§ SUPPLIED DATA
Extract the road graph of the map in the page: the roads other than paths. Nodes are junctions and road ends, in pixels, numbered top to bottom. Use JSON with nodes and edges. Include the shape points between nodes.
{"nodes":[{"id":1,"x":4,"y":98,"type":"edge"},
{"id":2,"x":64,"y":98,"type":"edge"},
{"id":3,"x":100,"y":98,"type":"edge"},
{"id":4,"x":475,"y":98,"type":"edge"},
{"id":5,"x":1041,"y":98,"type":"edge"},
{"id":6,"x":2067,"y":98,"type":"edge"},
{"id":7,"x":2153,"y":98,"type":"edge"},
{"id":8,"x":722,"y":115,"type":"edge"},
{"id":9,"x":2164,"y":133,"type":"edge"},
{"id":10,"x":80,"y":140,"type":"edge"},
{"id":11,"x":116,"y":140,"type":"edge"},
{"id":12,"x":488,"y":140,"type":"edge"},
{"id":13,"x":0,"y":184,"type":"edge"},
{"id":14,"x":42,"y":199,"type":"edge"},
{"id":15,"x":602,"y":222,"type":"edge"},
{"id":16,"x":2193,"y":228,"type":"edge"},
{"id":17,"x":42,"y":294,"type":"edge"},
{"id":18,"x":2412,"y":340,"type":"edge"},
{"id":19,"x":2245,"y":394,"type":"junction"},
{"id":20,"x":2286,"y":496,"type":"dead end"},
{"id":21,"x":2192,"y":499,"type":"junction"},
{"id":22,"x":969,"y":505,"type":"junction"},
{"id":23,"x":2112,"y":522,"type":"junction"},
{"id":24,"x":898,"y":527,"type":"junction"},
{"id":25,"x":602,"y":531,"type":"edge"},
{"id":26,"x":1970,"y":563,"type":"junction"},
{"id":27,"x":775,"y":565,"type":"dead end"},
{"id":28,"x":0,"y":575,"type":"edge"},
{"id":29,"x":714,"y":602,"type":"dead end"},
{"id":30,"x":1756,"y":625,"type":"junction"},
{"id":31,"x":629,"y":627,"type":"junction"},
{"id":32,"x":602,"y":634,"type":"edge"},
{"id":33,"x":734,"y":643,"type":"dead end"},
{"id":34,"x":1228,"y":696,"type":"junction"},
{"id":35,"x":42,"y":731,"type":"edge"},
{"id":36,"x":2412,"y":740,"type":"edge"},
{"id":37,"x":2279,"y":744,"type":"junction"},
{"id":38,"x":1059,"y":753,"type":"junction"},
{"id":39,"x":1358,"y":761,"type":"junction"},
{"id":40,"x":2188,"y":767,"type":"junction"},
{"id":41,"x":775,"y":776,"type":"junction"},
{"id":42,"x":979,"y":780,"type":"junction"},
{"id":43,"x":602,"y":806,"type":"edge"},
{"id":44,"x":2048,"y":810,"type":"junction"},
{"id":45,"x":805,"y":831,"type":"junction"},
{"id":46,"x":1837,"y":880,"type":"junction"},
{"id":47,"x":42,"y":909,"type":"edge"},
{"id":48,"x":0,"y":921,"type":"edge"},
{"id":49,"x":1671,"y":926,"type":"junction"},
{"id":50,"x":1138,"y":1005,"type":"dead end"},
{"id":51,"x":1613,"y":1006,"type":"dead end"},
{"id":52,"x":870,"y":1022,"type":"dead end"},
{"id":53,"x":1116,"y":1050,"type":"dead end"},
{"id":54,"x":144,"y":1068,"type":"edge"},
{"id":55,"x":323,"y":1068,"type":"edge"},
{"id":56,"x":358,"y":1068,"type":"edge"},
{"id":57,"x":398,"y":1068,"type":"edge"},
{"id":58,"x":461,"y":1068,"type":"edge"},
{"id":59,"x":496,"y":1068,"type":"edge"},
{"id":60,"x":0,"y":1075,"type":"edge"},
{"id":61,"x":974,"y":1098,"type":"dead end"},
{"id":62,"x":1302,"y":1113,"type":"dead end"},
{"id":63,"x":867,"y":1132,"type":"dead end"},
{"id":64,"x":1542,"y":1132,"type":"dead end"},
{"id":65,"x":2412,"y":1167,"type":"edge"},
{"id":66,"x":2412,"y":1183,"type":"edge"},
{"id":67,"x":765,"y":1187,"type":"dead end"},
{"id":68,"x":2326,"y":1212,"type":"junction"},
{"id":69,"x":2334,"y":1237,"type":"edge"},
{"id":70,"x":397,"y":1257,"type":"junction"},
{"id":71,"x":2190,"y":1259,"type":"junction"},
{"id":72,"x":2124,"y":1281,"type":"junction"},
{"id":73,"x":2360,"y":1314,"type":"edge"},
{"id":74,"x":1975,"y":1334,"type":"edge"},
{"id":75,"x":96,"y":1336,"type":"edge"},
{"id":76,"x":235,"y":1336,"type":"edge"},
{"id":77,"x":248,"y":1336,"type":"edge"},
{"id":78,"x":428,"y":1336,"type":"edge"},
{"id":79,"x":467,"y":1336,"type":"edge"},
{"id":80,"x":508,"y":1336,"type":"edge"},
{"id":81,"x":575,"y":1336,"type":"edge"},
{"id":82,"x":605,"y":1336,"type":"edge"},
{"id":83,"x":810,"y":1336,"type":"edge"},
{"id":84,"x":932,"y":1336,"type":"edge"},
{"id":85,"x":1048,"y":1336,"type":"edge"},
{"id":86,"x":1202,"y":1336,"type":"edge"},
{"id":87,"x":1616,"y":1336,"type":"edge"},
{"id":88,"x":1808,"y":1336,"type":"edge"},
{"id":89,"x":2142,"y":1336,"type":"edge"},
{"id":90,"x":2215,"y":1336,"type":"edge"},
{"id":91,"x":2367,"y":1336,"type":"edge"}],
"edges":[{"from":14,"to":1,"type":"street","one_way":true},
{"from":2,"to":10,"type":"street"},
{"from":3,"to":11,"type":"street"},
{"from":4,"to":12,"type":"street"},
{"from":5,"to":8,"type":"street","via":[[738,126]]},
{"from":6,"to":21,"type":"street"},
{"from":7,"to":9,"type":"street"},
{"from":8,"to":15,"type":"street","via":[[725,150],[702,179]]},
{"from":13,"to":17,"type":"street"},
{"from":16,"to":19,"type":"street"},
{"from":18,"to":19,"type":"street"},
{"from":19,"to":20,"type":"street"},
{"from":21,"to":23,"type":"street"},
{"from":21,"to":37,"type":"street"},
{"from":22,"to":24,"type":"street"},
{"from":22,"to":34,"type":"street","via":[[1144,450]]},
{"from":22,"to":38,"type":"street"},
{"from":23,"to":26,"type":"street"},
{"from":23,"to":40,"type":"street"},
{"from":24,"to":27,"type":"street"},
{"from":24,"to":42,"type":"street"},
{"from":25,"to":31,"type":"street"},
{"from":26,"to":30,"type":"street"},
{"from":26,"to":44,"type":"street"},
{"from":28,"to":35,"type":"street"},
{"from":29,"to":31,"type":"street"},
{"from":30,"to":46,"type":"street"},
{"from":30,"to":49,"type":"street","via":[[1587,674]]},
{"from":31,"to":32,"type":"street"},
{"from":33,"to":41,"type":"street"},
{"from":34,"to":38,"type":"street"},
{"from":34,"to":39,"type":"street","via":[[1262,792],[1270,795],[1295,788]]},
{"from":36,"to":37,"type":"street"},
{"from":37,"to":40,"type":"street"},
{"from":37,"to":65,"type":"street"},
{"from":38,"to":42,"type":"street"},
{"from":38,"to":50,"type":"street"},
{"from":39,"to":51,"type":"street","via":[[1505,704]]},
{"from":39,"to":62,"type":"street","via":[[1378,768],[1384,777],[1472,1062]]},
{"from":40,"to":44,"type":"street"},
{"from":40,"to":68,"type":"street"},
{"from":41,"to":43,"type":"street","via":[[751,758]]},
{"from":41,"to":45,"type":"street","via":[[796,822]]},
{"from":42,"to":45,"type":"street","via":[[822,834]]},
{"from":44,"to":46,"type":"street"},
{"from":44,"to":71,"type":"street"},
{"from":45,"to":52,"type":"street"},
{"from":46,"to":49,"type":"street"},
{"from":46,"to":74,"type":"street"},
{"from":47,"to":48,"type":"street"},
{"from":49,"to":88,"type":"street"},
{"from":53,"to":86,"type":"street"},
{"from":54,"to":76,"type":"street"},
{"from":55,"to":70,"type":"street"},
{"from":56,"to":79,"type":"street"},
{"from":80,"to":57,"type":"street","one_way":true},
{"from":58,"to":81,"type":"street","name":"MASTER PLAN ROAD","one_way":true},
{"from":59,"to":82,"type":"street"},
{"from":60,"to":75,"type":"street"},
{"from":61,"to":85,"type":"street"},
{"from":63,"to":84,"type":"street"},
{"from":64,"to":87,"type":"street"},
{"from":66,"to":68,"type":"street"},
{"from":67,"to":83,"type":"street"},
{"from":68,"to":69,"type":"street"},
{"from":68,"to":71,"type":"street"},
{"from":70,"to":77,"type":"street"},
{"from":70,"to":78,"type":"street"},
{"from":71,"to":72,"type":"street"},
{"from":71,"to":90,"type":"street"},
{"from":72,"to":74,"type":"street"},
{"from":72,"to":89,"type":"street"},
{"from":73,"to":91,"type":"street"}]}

§ ASSIGNMENT
Tally every line of the listing that holds the string "edges", then give the number by itself.

§ EXERCISE ANSWER
2